Problem statement: Copy the data exactly. Images are the one exception.

Collected data
+---+

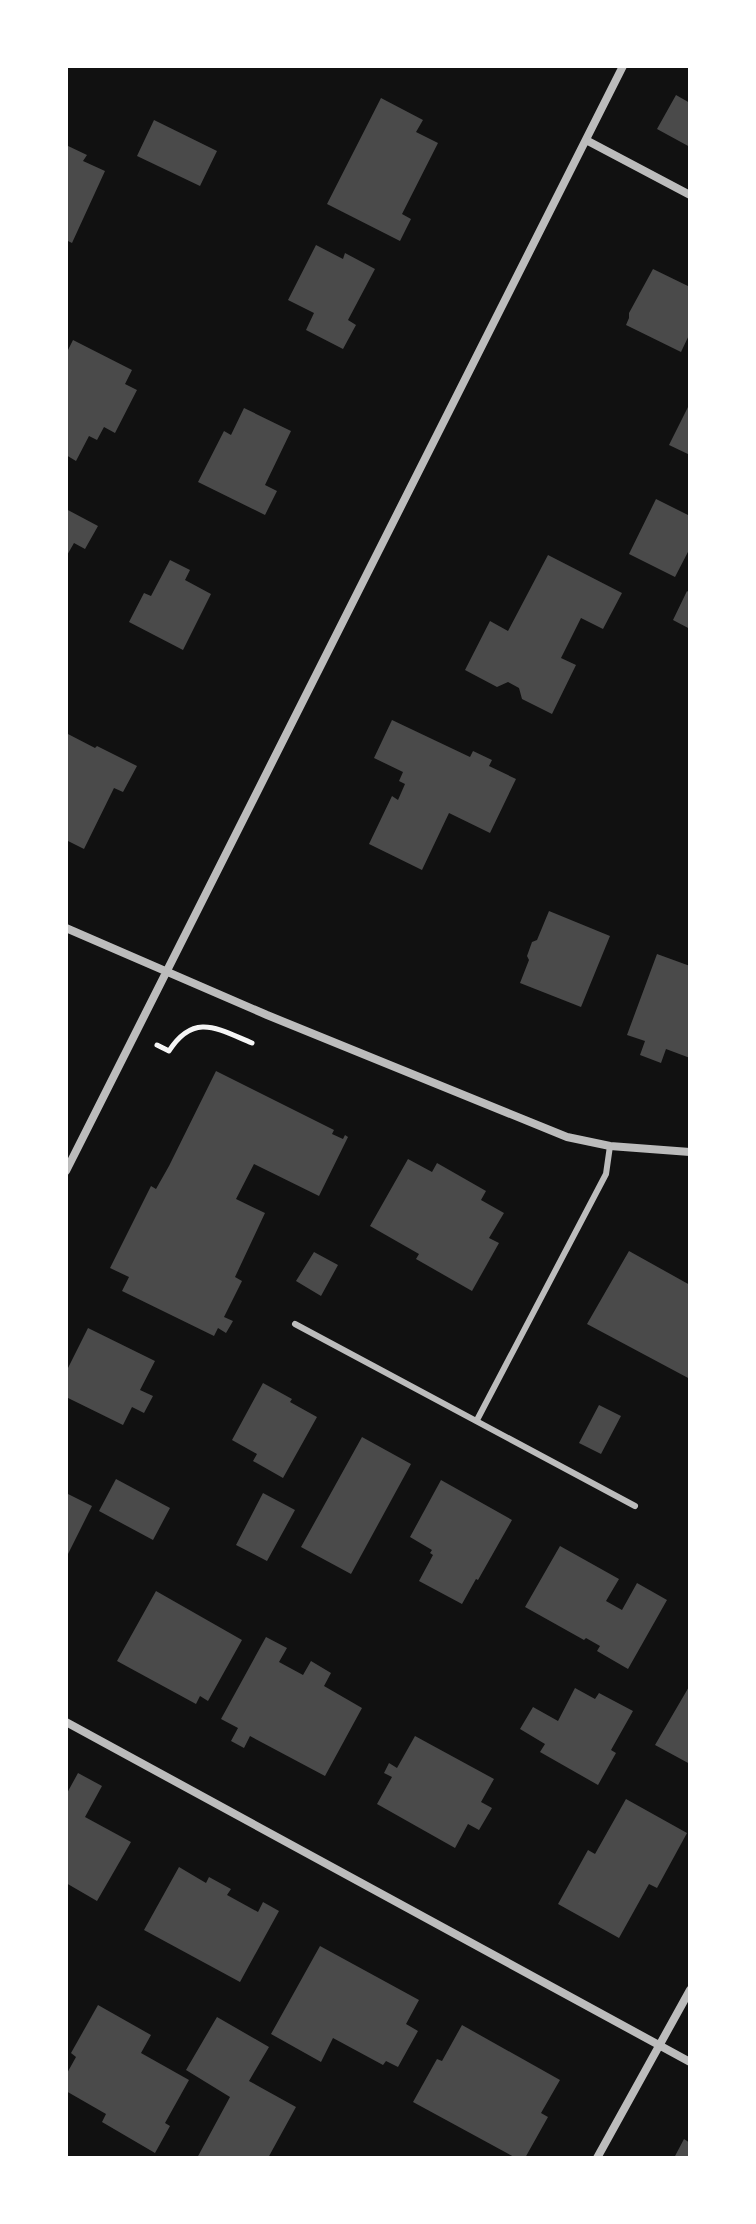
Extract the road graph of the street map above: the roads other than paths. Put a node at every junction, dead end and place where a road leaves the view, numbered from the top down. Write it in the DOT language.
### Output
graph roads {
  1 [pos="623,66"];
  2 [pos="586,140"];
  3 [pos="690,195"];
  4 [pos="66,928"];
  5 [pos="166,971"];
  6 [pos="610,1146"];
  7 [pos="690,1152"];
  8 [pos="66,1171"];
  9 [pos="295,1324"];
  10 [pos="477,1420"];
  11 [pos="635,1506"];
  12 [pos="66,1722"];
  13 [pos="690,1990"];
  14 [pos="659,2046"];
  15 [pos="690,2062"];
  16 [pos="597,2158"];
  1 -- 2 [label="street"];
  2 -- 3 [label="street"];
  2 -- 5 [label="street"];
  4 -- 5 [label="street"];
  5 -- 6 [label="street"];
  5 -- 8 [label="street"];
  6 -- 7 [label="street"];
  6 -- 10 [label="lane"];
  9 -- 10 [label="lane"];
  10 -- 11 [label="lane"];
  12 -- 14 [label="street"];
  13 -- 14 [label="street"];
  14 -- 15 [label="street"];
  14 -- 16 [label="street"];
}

+---+

Result of this exercise:
Extract the road graph of the street map above: the roads other than paths. Put a node at every junction, dead end and place where a road leaves the view, numbered from the top down. Write it in the DOT language.
### Output
graph roads {
  1 [pos="623,66"];
  2 [pos="586,140"];
  3 [pos="690,195"];
  4 [pos="66,928"];
  5 [pos="166,971"];
  6 [pos="610,1146"];
  7 [pos="690,1152"];
  8 [pos="66,1171"];
  9 [pos="295,1324"];
  10 [pos="477,1420"];
  11 [pos="635,1506"];
  12 [pos="66,1722"];
  13 [pos="690,1990"];
  14 [pos="659,2046"];
  15 [pos="690,2062"];
  16 [pos="597,2158"];
  1 -- 2 [label="street"];
  2 -- 3 [label="street"];
  2 -- 5 [label="street"];
  4 -- 5 [label="street"];
  5 -- 6 [label="street"];
  5 -- 8 [label="street"];
  6 -- 7 [label="street"];
  6 -- 10 [label="lane"];
  9 -- 10 [label="lane"];
  10 -- 11 [label="lane"];
  12 -- 14 [label="street"];
  13 -- 14 [label="street"];
  14 -- 15 [label="street"];
  14 -- 16 [label="street"];
}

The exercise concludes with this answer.